• _Exercise instructions_:
Nothing belongs in the answer except the lines of the material that include "bridge".

START Input data

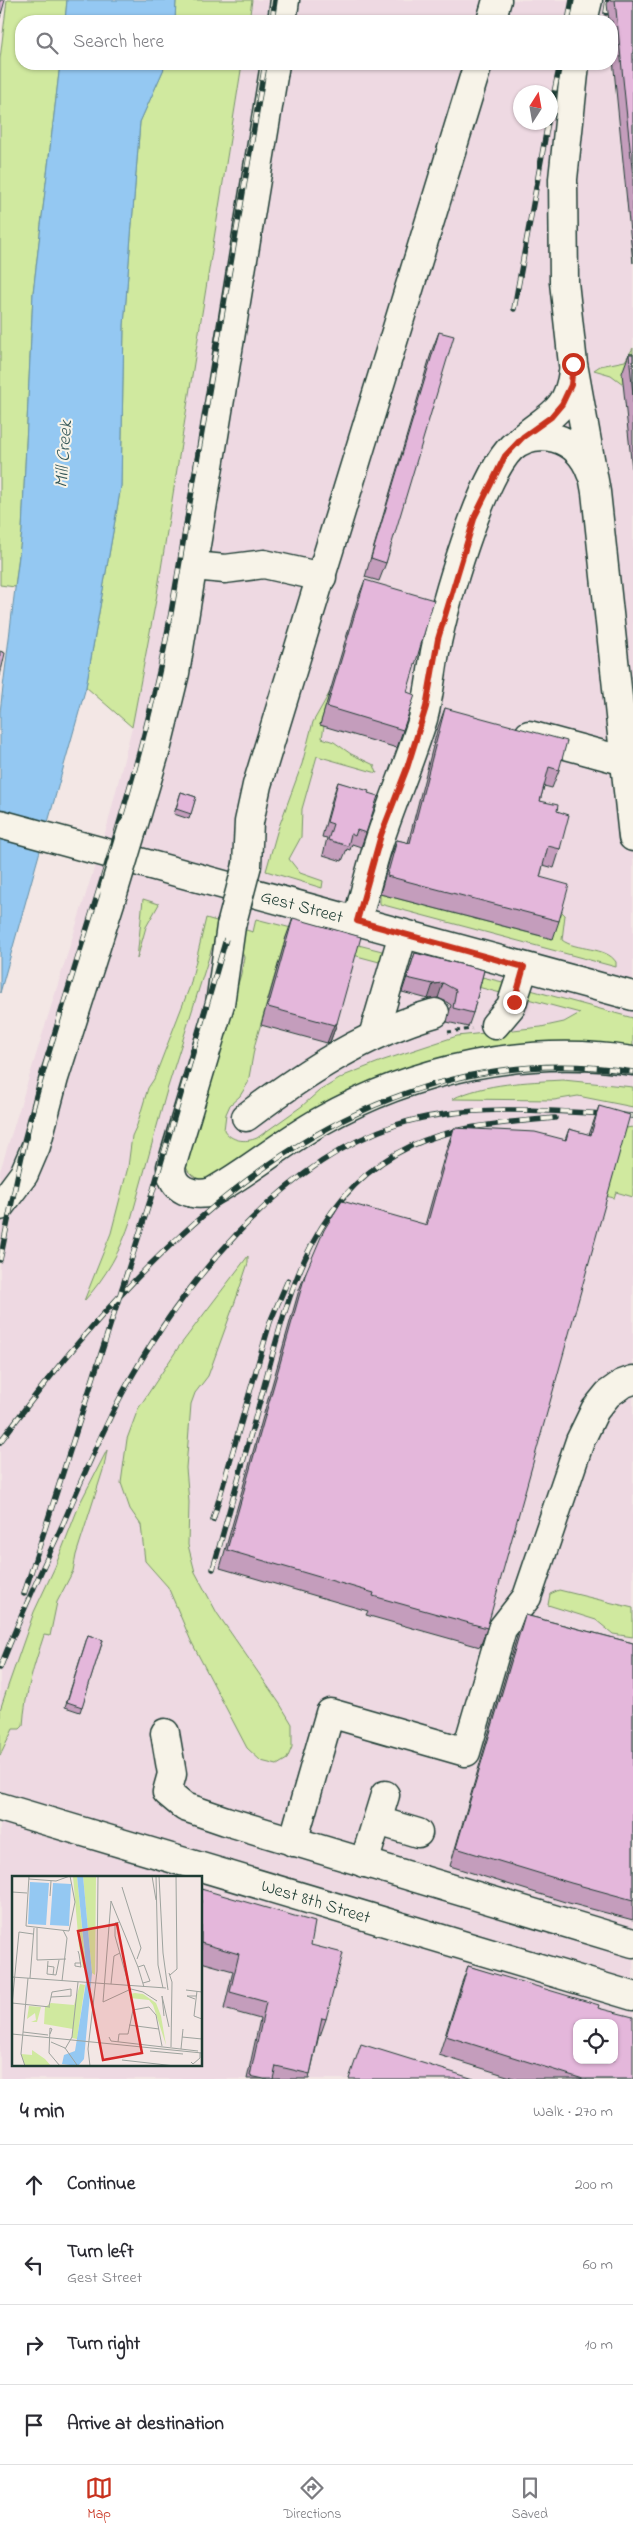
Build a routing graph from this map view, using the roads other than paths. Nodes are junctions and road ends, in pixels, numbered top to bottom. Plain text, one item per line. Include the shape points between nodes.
1 (285, 0) edge
2 (497, 0) edge
3 (588, 0) edge
4 (283, 15) edge
5 (493, 15) edge
6 (584, 15) edge
7 (273, 70) edge
8 (476, 70) edge
9 (574, 70) edge
10 (573, 364) junction
11 (512, 447) junction
12 (596, 492) junction
13 (194, 566) junction
14 (322, 577) junction
15 (426, 707) junction
16 (454, 715) edge
17 (502, 728) edge
18 (624, 761) junction
19 (0, 824) edge
20 (633, 837) edge
21 (357, 921) junction
22 (404, 934) junction
23 (524, 967) junction
24 (633, 996) edge
25 (435, 1013) dead end
26 (495, 1025) dead end
27 (373, 1036) junction
28 (633, 1061) edge
29 (246, 1117) dead end
30 (0, 1206) edge
31 (633, 1380) edge
32 (514, 1613) junction
33 (540, 1621) edge
34 (165, 1733) dead end
35 (385, 1795) dead end
36 (0, 1807) edge
37 (378, 1821) junction
38 (418, 1833) dead end
39 (292, 1842) junction
40 (364, 1863) junction
41 (633, 1943) edge
42 (633, 1996) edge

1 - 4 street
2 - 5 street
3 - 6 street
7 - 13 street
8 - 14 street
9 - 10 street via 562,202 564,282
10 - 11 street via 571,385 557,411
10 - 12 street
11 - 12 street via 537,436 564,441 586,462
11 - 15 street via 487,487 475,516 438,639
12 - 18 street
13 - 14 street via 224,569 264,564
13 - 30 street, bridge via 175,673 157,746 114,890 54,1078 36,1146 24,1174
14 - 28 street, bridge via 253,799 247,865 231,926 220,1004 171,1167 173,1179 186,1192 200,1195 212,1192 319,1121 371,1095 411,1081 483,1064 531,1058 583,1056
15 - 16 street
15 - 21 street via 381,835
17 - 18 street
18 - 20 street
19 - 21 street, Gest Street
21 - 22 street, Gest Street
22 - 23 street, Gest Street
22 - 27 street
23 - 24 street, Gest Street
23 - 26 street via 511,1006
25 - 27 street
27 - 29 street via 303,1077
31 - 32 street via 608,1394 589,1421 527,1597
32 - 33 street
32 - 39 street via 502,1629 466,1752 330,1713
34 - 39 street via 172,1774 167,1792 185,1807
35 - 37 street
36 - 42 street, West 8th Street
37 - 38 street
37 - 40 street
39 - 40 street
40 - 41 street

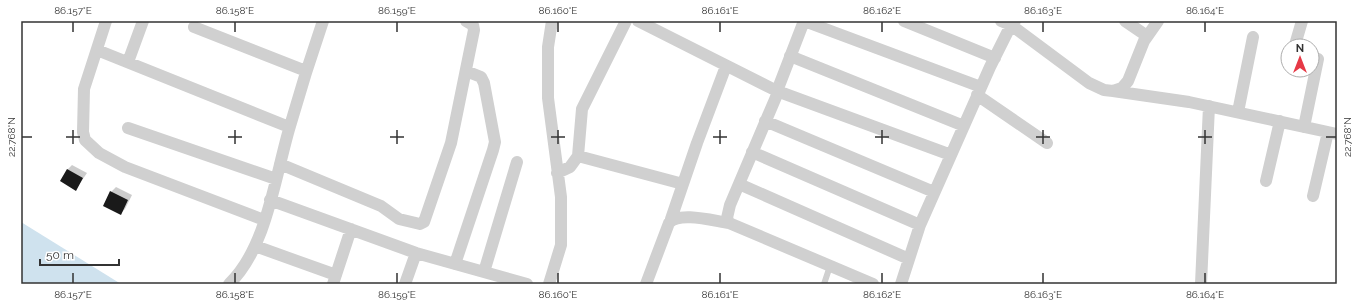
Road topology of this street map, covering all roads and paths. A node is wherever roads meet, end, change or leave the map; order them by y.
1 (106, 21) edge
2 (143, 21) edge
3 (323, 21) edge
4 (466, 21) edge
5 (552, 21) edge
6 (626, 21) edge
7 (638, 21) edge
8 (904, 21) edge
9 (1125, 21) edge
10 (1158, 21) edge
11 (1302, 21) edge
12 (1009, 22) edge
13 (194, 27) dead end
14 (1147, 36) junction
15 (1253, 37) dead end
16 (1297, 38) edge
17 (97, 50) junction
18 (790, 56) junction
19 (995, 58) junction
20 (128, 62) junction
21 (726, 66) junction
22 (306, 70) junction
23 (466, 71) junction
24 (1314, 78) edge
25 (777, 91) junction
26 (979, 91) junction
27 (1113, 91) junction
28 (1209, 106) junction
29 (1238, 112) junction
30 (765, 121) junction
31 (1280, 121) junction
32 (964, 126) junction
33 (289, 127) junction
34 (1304, 127) junction
35 (128, 128) dead end
36 (1332, 133) edge
37 (1047, 143) dead end
38 (752, 152) junction
39 (951, 155) junction
40 (578, 156) junction
41 (517, 162) dead end
42 (280, 164) junction
43 (557, 173) junction
44 (276, 179) junction
45 (1266, 180) dead end
46 (683, 184) junction
47 (739, 184) junction
48 (934, 192) junction
49 (1313, 196) dead end
50 (270, 200) junction
51 (671, 219) junction
52 (264, 220) junction
53 (729, 223) junction
54 (920, 225) junction
55 (351, 229) junction
56 (255, 246) junction
57 (416, 253) junction
58 (909, 259) junction
59 (455, 264) junction
60 (830, 266) junction
61 (484, 272) junction
62 (334, 280) edge
63 (496, 280) edge
64 (229, 284) edge
65 (405, 284) edge
66 (527, 284) edge
67 (549, 284) edge
68 (646, 284) edge
69 (824, 284) edge
70 (873, 284) edge
71 (902, 284) edge
72 (1201, 284) edge

1 - 17 street
2 - 20 street
3 - 22 street
4 - 23 street
5 - 43 street
6 - 40 street
7 - 21 street
8 - 19 street
9 - 14 street
10 - 14 street
11 - 16 street
12 - 19 street
12 - 27 street
13 - 22 street
14 - 27 street
15 - 29 street
17 - 20 street
17 - 52 street
18 - 25 street
18 - 26 street
18 - 32 street
19 - 26 street
20 - 33 street
21 - 25 street
21 - 46 street
22 - 33 street
23 - 42 street
23 - 59 street
24 - 34 street
25 - 30 street
25 - 39 street
26 - 32 street
26 - 37 street
27 - 28 street
28 - 29 street
28 - 72 street
29 - 31 street
30 - 38 street
30 - 48 street
31 - 34 street
31 - 45 street
32 - 39 street
33 - 42 street
34 - 36 street
35 - 44 street
36 - 49 street
38 - 47 street
38 - 54 street
39 - 48 street
40 - 43 street
40 - 46 street
41 - 61 street
42 - 44 street
43 - 67 street
44 - 50 street
46 - 51 street
47 - 53 street
47 - 58 street
48 - 54 street
50 - 52 street
50 - 55 street
51 - 53 street
51 - 68 street
52 - 56 street
53 - 60 street
54 - 58 street
55 - 57 street
55 - 62 street
56 - 62 street
56 - 64 street
57 - 59 street
57 - 65 street
58 - 71 street
59 - 61 street
60 - 69 lane
60 - 70 street
61 - 63 street
63 - 66 street

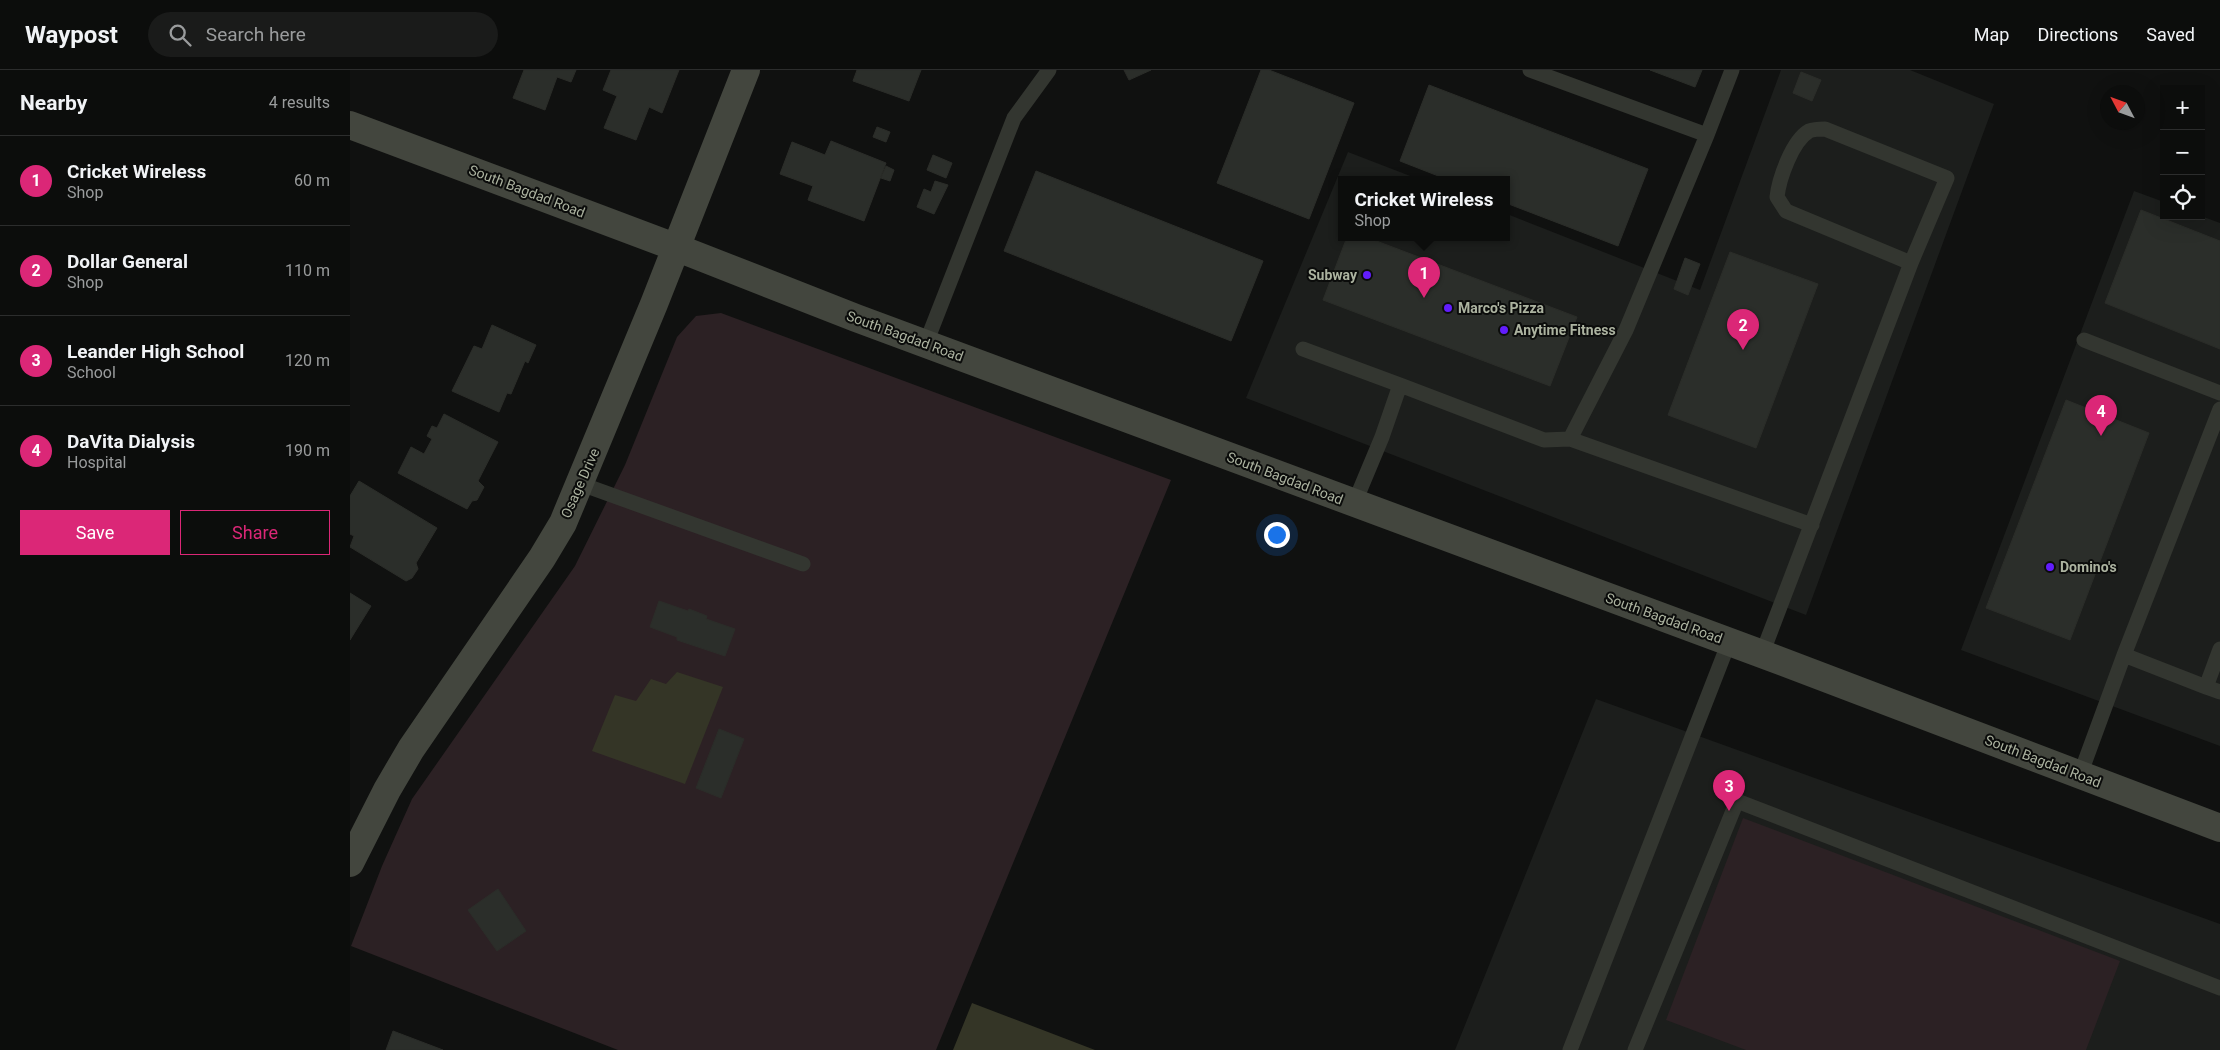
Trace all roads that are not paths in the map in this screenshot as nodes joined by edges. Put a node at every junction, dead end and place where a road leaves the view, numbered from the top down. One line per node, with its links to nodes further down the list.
1 (746, 70): 7 (main road, Osage Drive)
2 (1048, 70): 10 (lane)
3 (1530, 70): 6 (lane)
4 (1732, 70): 6 (lane)
5 (350, 125): 7 (main road, South Bagdad Road)
6 (1707, 135): 15 (lane)
7 (675, 247): 10 (main road, South Bagdad Road); 16 (main road, Osage Drive)
8 (1911, 263): 8 (lane); 18 (lane)
9 (2084, 340): 13 (lane)
10 (926, 343): 17 (main road, South Bagdad Road)
11 (1303, 349): 12 (lane)
12 (1400, 386): 15 (lane); 17 (lane)
13 (2220, 393)
14 (2220, 409): 23 (lane)
15 (1570, 440): 18 (lane)
16 (581, 484): 19 (lane); 28 (main road, Osage Drive)
17 (1354, 504): 20 (main road, South Bagdad Road)
18 (1812, 526): 22 (lane)
19 (803, 564)
20 (1729, 642): 22 (main road, South Bagdad Road); 30 (lane)
21 (2220, 649): 24 (lane)
22 (1762, 654): 26 (main road, South Bagdad Road)
23 (2124, 655): 24 (lane); 26 (lane)
24 (2206, 687): 25 (lane)
25 (2220, 692)
26 (2080, 775): 27 (main road, South Bagdad Road)
27 (2220, 828)
28 (350, 863)
29 (2220, 988): 31 (lane)
30 (1570, 1050)
31 (1635, 1050)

END Input data

• _Exercise solution_:
13 - 30 street, bridge via 175,673 157,746 114,890 54,1078 36,1146 24,1174
14 - 28 street, bridge via 253,799 247,865 231,926 220,1004 171,1167 173,1179 186,1192 200,1195 212,1192 319,1121 371,1095 411,1081 483,1064 531,1058 583,1056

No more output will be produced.